>>>
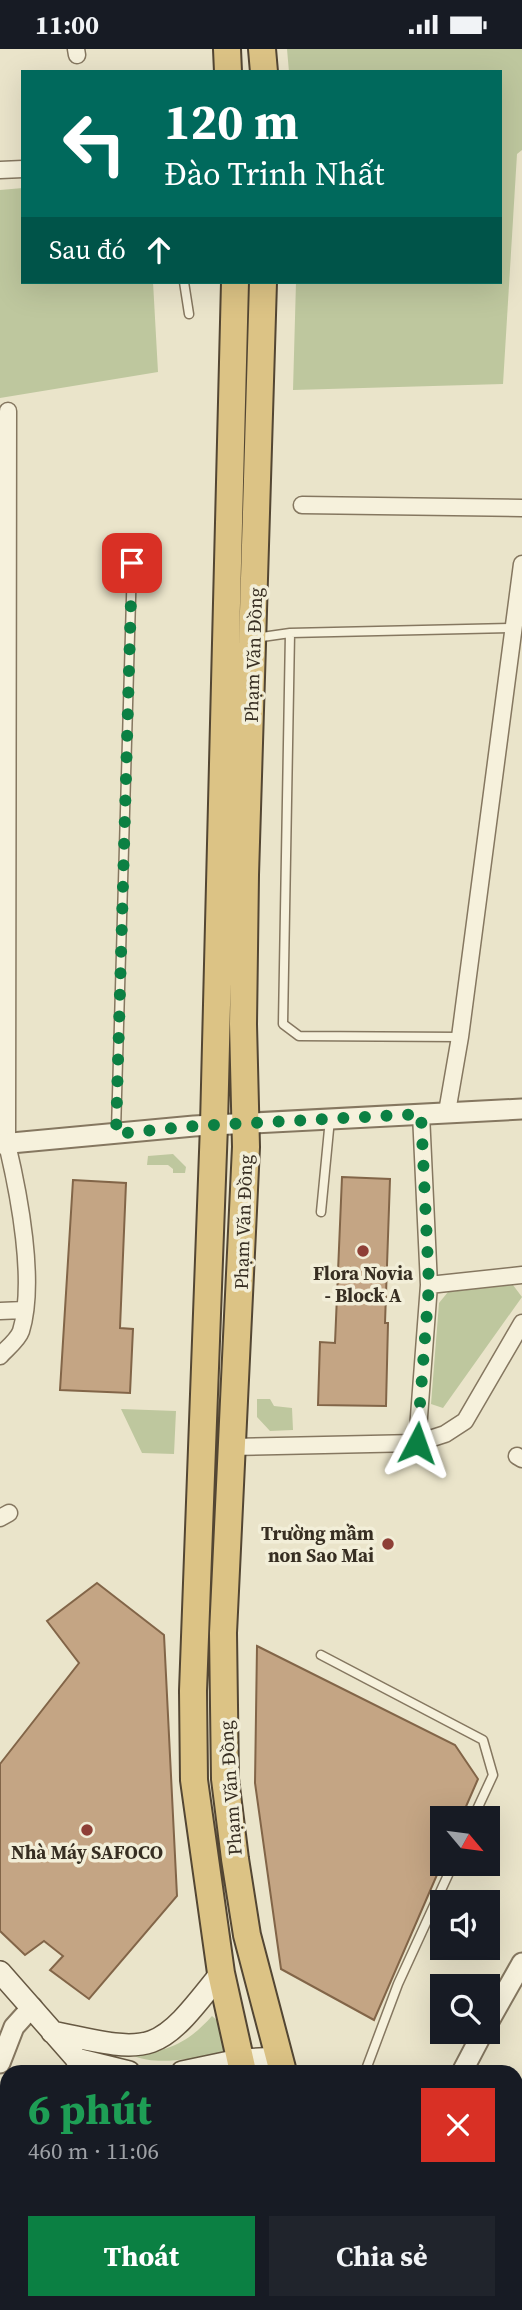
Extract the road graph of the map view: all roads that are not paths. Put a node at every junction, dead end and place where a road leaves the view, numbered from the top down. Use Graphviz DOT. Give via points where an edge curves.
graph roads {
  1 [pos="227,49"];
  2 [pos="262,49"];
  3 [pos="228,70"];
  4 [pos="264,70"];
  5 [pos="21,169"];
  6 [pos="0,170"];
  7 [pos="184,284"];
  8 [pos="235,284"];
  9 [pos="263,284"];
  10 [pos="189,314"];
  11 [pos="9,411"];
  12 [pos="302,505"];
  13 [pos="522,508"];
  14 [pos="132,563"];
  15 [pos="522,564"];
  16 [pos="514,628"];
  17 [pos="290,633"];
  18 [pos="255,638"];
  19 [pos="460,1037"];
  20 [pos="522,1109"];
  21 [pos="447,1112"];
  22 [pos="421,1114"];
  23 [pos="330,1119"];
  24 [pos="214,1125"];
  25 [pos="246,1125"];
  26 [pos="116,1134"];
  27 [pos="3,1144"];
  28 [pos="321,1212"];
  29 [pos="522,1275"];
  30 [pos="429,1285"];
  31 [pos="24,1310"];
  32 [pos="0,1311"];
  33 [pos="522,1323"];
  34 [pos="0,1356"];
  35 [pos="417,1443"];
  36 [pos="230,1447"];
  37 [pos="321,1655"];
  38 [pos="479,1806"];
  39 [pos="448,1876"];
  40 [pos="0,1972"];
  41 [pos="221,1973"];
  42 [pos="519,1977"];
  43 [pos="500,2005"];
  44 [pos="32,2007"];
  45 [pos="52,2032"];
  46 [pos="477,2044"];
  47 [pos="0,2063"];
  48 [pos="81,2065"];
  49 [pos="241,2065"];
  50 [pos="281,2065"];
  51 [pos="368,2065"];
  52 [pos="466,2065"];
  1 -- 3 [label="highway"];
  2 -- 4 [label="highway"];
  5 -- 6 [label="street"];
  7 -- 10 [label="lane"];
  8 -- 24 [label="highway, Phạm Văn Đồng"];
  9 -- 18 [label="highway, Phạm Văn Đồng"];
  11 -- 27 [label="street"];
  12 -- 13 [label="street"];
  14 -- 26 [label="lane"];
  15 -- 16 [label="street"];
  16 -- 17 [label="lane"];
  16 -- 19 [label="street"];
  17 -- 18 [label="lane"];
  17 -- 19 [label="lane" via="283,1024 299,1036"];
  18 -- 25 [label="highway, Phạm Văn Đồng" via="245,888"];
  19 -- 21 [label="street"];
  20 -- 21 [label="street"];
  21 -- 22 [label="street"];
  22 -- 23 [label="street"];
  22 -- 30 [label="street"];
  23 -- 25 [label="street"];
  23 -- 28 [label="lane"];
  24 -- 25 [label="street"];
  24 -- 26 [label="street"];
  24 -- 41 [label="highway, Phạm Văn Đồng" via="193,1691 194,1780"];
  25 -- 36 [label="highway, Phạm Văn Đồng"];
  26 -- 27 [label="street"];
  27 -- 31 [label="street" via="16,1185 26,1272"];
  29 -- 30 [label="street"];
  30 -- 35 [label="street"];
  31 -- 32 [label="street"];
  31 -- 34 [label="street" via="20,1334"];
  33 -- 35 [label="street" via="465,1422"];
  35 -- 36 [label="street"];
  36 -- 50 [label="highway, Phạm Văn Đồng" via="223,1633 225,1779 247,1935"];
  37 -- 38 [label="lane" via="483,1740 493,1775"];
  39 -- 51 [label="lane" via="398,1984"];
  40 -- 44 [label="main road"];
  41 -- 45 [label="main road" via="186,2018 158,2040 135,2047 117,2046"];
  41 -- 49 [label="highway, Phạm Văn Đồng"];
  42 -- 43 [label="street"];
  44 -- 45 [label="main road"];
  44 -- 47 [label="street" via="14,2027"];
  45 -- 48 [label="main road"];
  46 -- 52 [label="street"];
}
<<<
Exercise details – For the material above, what is the count of lines that hold the word "lane"? Give the number by itself.

Solved problem – 8